Sur le grand boulevard, Jean s'arrêta devant un kiosque à journaux. Les mêmes photos toujours, guerres, politiciens, cataclysmes, meurtres et en prime, blafardes, d'innombrables revues de cul proposant des putes dénudées en quadrichromie, seins aguicheurs, fesses racoleuses, désormais concurrencées par les revues pédés avec culturistes en slip de cuir noir à la une. "Achetez et branlez-vous!" criait la section imprimée de la civilisation de l'image ; Jean se détourna et reprit sa marche, accompagné de toujours plus d'images, images de film, de télé, de papier, images sonores des radios, images des magazines au texte écrasé par le graphisme lus à Beaubourg, images des bédés-pour-adultes - sexe et violence - parcourues au Bazar de la culture assis par terre le dos à un comptoir, et des romans américains où chaque ligne se voulait une image... Dans ce flot ininterrompu d'images que le monde crachait sur lui, jamais Jean ne trouvait une pensée, une réflexion, ni la marque de ce qu'avait été l'homme jadis, jadis - peut-être.
À ce flot ne pouvait s'opposer qu'un mot - détruire, et ce verbe avait pour Jean un goût de serment.

Place de la Bourse, devant le sanctuaire clos de la spéculation, Jean vit de nouveau des pigeons mutilés. Dans l'exaltation de sa marche, il rendit conquérante la gangrène, la lança à l'attaque des compagnons choyés des citadins, ces tristes fauves domestiqués pour une assiettée de pâtée usinée, et licenciés sans indemnité au 31 juillet... Sur les chaussées, des chats rampaient sur des trognons de pattes purulents, des chiens gisaient sur le flanc, le ventre hideusement ouvert pour qu'y festoyât la vermine, puis le mal gagnait l'arrogant animal supérieur. Enfin, l'Homme occidental voyait, sentait, humait son corps réduit à une abjecte sanie qui n'était que le reflet fidèle de ses actes, enfin, l'Homme était dévoré par le maître qu'il avait engendré, lien unique des images qui obsédaient Jean, axe suprême de la Civilisation, dont les noms multiples étaient pourriture, corruption, décomposition - mais qui toujours s'épelait : société.
Jean sourit. Tous étaient condamnés, et lui-même n'échapperait pas. Il n'était pas innocent. Personne n'était innocent.

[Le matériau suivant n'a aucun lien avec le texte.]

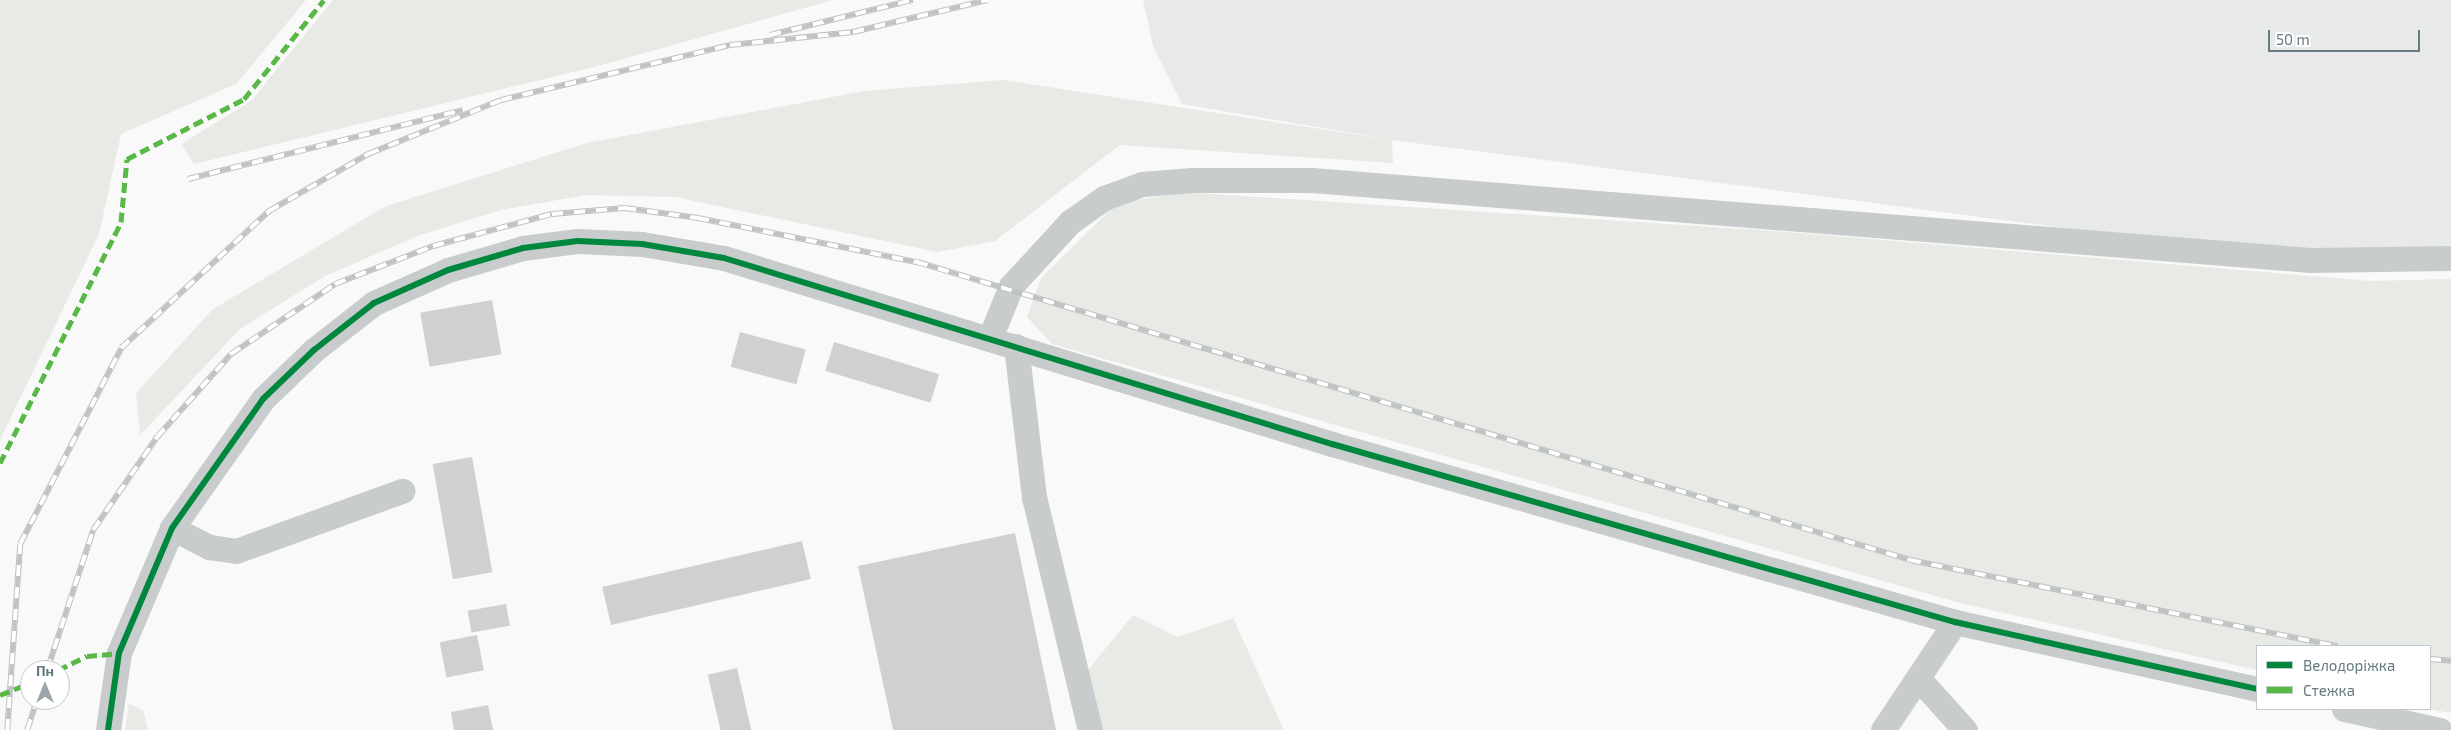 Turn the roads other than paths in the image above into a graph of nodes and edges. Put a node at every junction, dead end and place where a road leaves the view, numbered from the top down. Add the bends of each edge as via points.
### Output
1 (2451, 258) edge
2 (990, 338) junction
3 (1016, 346) junction
4 (402, 491) dead end
5 (172, 528) junction
6 (1955, 622) junction
7 (1919, 679) junction
8 (2256, 689) edge
9 (2349, 710) edge
10 (108, 730) edge
11 (1090, 730) edge
12 (1883, 730) edge
13 (1965, 730) edge
14 (2440, 730) edge

1 - 2 street via 2310,260 1341,182 1192,180 1142,184 1104,198 1070,222 1011,286
2 - 3 street
2 - 5 street via 724,258 642,244 578,241 523,248 448,270 374,303 314,350 263,399
3 - 6 street via 1332,444
3 - 11 street via 1034,497
4 - 5 street via 236,551 209,547
5 - 10 street via 119,653
6 - 7 street
6 - 8 street
7 - 12 street
7 - 13 street
9 - 14 street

Personne ne serait sauvé.

"Il est vrai que l'anarchie m'a tenté, elle a l'attrait d'un paradis perdu, mais je dois la rejeter, elle n'est qu'une utopie... Et je ne peux pas plus accepter une société qui écrase les humbles et exalte les débrouillards les plus cyniques, une société qui a établi un modèle de citoyen et étouffe tout individu qui ose penser différemment... Et il est interdit de vivre seul, vous nous poursuivez de vos lois, de votre conformisme, de votre autorité, il n'existe nul endroit où se cacher...

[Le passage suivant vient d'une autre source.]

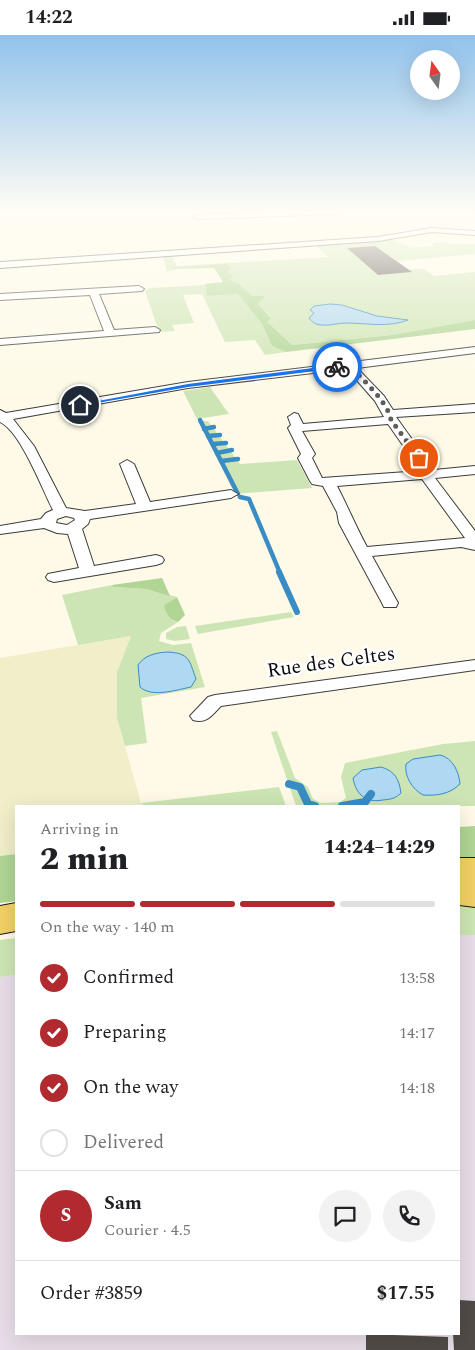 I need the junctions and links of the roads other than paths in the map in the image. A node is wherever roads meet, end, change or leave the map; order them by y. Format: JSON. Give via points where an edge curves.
{"nodes":[{"id":1,"x":139,"y":289,"type":"dead end"},
{"id":2,"x":94,"y":292,"type":"junction"},
{"id":3,"x":0,"y":297,"type":"edge"},
{"id":4,"x":155,"y":330,"type":"dead end"},
{"id":5,"x":110,"y":333,"type":"junction"},
{"id":6,"x":0,"y":342,"type":"edge"},
{"id":7,"x":475,"y":350,"type":"edge"},
{"id":8,"x":349,"y":365,"type":"junction"},
{"id":9,"x":475,"y":408,"type":"edge"},
{"id":10,"x":1,"y":416,"type":"edge"},
{"id":11,"x":390,"y":417,"type":"junction"},
{"id":12,"x":127,"y":464,"type":"dead end"},
{"id":13,"x":475,"y":470,"type":"edge"},
{"id":14,"x":428,"y":474,"type":"junction"},
{"id":15,"x":328,"y":483,"type":"junction"},
{"id":16,"x":231,"y":494,"type":"dead end"},
{"id":17,"x":144,"y":507,"type":"junction"},
{"id":18,"x":61,"y":512,"type":"junction"},
{"id":19,"x":78,"y":522,"type":"junction"},
{"id":20,"x":48,"y":523,"type":"junction"},
{"id":21,"x":0,"y":530,"type":"edge"},
{"id":22,"x":475,"y":543,"type":"edge"},
{"id":23,"x":362,"y":552,"type":"junction"},
{"id":24,"x":156,"y":560,"type":"dead end"},
{"id":25,"x":88,"y":571,"type":"junction"},
{"id":26,"x":54,"y":577,"type":"dead end"},
{"id":27,"x":390,"y":603,"type":"dead end"},
{"id":28,"x":475,"y":665,"type":"edge"},
{"id":29,"x":200,"y":716,"type":"dead end"},
{"id":30,"x":460,"y":871,"type":"edge"},
{"id":31,"x":475,"y":871,"type":"edge"},
{"id":32,"x":460,"y":892,"type":"edge"},
{"id":33,"x":475,"y":893,"type":"edge"},
{"id":34,"x":15,"y":917,"type":"edge"},
{"id":35,"x":0,"y":919,"type":"edge"}],
"edges":[{"from":1,"to":2,"type":"street"},
{"from":2,"to":3,"type":"street"},
{"from":2,"to":5,"type":"street"},
{"from":4,"to":5,"type":"street"},
{"from":5,"to":6,"type":"street"},
{"from":7,"to":8,"type":"street"},
{"from":8,"to":10,"type":"street","via":[[188,385]]},
{"from":8,"to":11,"type":"street","via":[[371,388]]},
{"from":9,"to":11,"type":"street"},
{"from":10,"to":18,"type":"street","via":[[26,446]]},
{"from":11,"to":14,"type":"street"},
{"from":11,"to":15,"type":"street","via":[[297,423],[294,429],[308,454],[305,458],[317,481]]},
{"from":12,"to":17,"type":"street"},
{"from":13,"to":14,"type":"street"},
{"from":14,"to":15,"type":"street"},
{"from":14,"to":22,"type":"street"},
{"from":15,"to":23,"type":"street"},
{"from":16,"to":17,"type":"street"},
{"from":17,"to":19,"type":"street"},
{"from":18,"to":19,"type":"street","via":[[71,512]]},
{"from":18,"to":20,"type":"street","via":[[52,515]]},
{"from":19,"to":20,"type":"street","via":[[57,529]]},
{"from":19,"to":25,"type":"street"},
{"from":20,"to":21,"type":"street"},
{"from":22,"to":23,"type":"street"},
{"from":23,"to":27,"type":"street"},
{"from":24,"to":25,"type":"street"},
{"from":25,"to":26,"type":"street"},
{"from":28,"to":29,"type":"street","name":"Rue des Celtes","via":[[215,701]]},
{"from":30,"to":31,"type":"main road"},
{"from":32,"to":33,"type":"main road"},
{"from":34,"to":35,"type":"main road"}]}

"Mais votre crime est plus grand encore... Cet ordre que vous nous imposez, si au moins il reposait sur une conviction, une volonté, un espoir - mais vous ne croyez en rien, vous ne connaissez d'autre fin que perpétuer vos misérables existences, avec son cortège de privilèges risibles et de malversations grossières. Il n'y a rien en vous qui vous dépasse et pourrait élever ceux que vos dominez, vous n'êtes que mensonge, médiocrité, bassesse - où aurais-je pu trouver la force de ne pas vous haïr ?"

Je vous hais, Michel Desgranges, 1999.